Dès qu’il apprenait une faillite, il accourait, rôdait autour du syndic, finissait par acheter tout ce dont on ne pouvait rien tirer de bon immédiatement. Il surveillait les études de notaire, attendait les ouvertures de successions difficiles, assistait aux adjudications des créances désespérées. Lui-même publiait des annonces, attirait les créanciers impatients qui aimaient mieux toucher quelques sous tout de suite que de courir le risque de poursuivre leurs débiteurs. Et, de ces sources multiples, du papier arrivait, de véritables hottes, le tas sans cesse accru d’un chiffonnier de la dette : billets impayés, traités inexécutés, reconnaissances restées vaines, engagements non tenus. Puis, là-dedans, commençait le triage, le coup de fourchette dans cet arlequin gâté, ce qui demandait un flair spécial, très délicat. Dans cette mer de créanciers disparus ou insolvables, il fallait faire un choix, pour ne pas trop éparpiller son effort.

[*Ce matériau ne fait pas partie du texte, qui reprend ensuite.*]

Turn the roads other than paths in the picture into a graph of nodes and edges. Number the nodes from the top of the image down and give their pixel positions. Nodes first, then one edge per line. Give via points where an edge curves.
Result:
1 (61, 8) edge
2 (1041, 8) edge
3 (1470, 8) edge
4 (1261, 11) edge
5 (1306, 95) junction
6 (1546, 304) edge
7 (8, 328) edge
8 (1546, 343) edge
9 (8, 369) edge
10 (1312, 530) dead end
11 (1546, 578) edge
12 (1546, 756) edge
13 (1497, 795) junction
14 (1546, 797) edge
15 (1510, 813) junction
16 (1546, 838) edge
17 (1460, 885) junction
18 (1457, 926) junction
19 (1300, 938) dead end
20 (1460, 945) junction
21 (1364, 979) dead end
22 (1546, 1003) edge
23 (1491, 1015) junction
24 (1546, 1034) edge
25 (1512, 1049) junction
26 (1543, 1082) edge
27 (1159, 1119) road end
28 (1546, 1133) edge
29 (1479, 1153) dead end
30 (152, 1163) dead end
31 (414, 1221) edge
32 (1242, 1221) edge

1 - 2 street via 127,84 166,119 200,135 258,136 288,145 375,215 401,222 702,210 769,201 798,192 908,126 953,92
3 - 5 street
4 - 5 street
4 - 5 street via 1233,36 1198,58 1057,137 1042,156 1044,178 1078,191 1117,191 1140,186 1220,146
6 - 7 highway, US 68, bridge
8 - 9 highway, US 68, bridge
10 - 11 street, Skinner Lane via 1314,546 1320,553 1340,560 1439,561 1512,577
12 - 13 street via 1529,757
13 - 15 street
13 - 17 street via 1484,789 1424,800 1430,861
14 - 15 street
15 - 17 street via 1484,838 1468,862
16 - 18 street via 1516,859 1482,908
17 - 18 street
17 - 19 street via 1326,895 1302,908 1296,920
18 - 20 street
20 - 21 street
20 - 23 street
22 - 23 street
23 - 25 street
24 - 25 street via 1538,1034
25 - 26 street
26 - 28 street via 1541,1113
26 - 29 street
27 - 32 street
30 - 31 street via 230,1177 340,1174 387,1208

En principe, il professait que toute créance, même la plus compromise, peut redevenir bonne, et il avait une série de dossiers admirablement classés, auxquels correspondait un répertoire des noms, qu’il relisait de temps à autre, pour s’entretenir la mémoire. Mais, parmi les insolvables, il suivait naturellement de plus près ceux qu’il sentait avoir des chances de fortune prochaine : son enquête dénudait les gens, pénétrait les secrets de famille, prenait note des parentés riches, des moyens d’existence, des nouveaux emplois surtout, qui permettaient de lancer des oppositions.

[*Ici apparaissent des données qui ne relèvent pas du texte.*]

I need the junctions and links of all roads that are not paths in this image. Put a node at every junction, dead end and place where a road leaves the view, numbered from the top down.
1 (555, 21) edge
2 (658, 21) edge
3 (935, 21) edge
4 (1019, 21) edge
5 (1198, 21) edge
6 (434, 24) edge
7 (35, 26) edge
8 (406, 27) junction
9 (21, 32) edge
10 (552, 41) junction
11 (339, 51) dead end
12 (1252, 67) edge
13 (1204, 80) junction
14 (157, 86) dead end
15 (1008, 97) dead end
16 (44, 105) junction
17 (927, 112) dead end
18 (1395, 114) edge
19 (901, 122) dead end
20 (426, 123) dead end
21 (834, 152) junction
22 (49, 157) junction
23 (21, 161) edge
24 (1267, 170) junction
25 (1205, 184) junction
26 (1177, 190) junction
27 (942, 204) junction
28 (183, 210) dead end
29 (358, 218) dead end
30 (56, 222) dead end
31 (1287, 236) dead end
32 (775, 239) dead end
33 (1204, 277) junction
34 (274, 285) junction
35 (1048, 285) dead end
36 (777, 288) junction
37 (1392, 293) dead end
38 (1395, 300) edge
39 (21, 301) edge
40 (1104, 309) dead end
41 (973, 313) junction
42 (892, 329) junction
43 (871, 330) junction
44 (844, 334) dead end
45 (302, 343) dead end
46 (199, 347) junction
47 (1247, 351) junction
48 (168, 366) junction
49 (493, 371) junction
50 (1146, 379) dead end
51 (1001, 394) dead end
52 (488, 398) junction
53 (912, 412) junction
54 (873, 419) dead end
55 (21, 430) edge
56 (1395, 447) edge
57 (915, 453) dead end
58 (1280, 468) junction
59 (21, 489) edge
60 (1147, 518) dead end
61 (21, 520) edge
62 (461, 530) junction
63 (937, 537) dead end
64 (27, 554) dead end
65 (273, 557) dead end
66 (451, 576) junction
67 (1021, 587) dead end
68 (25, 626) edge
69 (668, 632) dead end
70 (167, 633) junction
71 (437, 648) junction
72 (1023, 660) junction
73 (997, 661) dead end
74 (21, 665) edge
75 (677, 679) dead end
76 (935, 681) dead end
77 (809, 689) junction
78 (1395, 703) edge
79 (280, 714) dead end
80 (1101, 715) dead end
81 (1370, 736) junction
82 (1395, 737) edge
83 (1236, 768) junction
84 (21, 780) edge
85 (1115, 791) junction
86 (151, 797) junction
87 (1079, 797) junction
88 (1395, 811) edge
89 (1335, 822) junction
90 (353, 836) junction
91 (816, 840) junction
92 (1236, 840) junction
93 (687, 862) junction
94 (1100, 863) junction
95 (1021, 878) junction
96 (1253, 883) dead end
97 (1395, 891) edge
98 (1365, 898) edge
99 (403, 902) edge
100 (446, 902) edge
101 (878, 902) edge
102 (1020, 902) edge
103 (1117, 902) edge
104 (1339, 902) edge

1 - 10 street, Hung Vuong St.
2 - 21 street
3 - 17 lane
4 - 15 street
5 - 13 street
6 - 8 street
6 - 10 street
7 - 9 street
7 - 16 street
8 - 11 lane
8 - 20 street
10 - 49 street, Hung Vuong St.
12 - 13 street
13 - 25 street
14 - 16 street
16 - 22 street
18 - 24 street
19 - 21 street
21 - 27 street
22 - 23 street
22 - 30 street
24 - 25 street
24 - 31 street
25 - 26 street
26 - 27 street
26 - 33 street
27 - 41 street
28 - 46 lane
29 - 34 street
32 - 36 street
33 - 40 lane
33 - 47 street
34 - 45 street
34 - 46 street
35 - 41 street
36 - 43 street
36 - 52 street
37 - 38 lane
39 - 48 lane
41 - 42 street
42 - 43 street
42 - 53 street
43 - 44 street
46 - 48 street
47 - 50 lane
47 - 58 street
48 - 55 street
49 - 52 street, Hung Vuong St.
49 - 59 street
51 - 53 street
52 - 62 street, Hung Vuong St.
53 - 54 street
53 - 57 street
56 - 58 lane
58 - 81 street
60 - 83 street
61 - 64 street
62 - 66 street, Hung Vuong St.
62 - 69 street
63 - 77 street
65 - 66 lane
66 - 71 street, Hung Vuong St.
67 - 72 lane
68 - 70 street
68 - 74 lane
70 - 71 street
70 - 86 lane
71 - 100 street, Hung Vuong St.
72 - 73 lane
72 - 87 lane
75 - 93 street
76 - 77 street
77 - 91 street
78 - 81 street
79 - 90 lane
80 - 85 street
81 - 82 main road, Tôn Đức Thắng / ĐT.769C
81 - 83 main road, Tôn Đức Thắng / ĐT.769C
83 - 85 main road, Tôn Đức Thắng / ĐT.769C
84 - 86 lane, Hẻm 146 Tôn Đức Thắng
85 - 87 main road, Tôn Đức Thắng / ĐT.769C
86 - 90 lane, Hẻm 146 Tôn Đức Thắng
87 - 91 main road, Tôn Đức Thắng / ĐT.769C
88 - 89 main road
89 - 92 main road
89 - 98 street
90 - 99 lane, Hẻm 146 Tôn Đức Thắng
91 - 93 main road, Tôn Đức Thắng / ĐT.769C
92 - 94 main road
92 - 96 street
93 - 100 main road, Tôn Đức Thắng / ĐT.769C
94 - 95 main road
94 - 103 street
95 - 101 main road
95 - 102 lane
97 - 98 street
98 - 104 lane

Pendant des années souvent, il laissait ainsi mûrir un homme, pour l’étrangler au premier succès. Quant aux débiteurs disparus, ils le passionnaient plus encore, le jetaient dans une fièvre de recherches continuelles, l’œil sur les enseignes et sur les noms que les journaux imprimaient, quêtant les adresses comme un chien quête le gibier. Et, dès qu’il les tenait, les disparus et les insolvables, il devenait féroce, les mangeait de frais, les vidait jusqu’au sang, tirant cent francs de ce qu’il avait payé dix sous, en expliquant brutalement ses risques de joueur, forcé de gagner avec ceux qu’il empoignait ce qu’il prétendait perdre sur ceux qui lui filaient entre les doigts, ainsi qu’une fumée.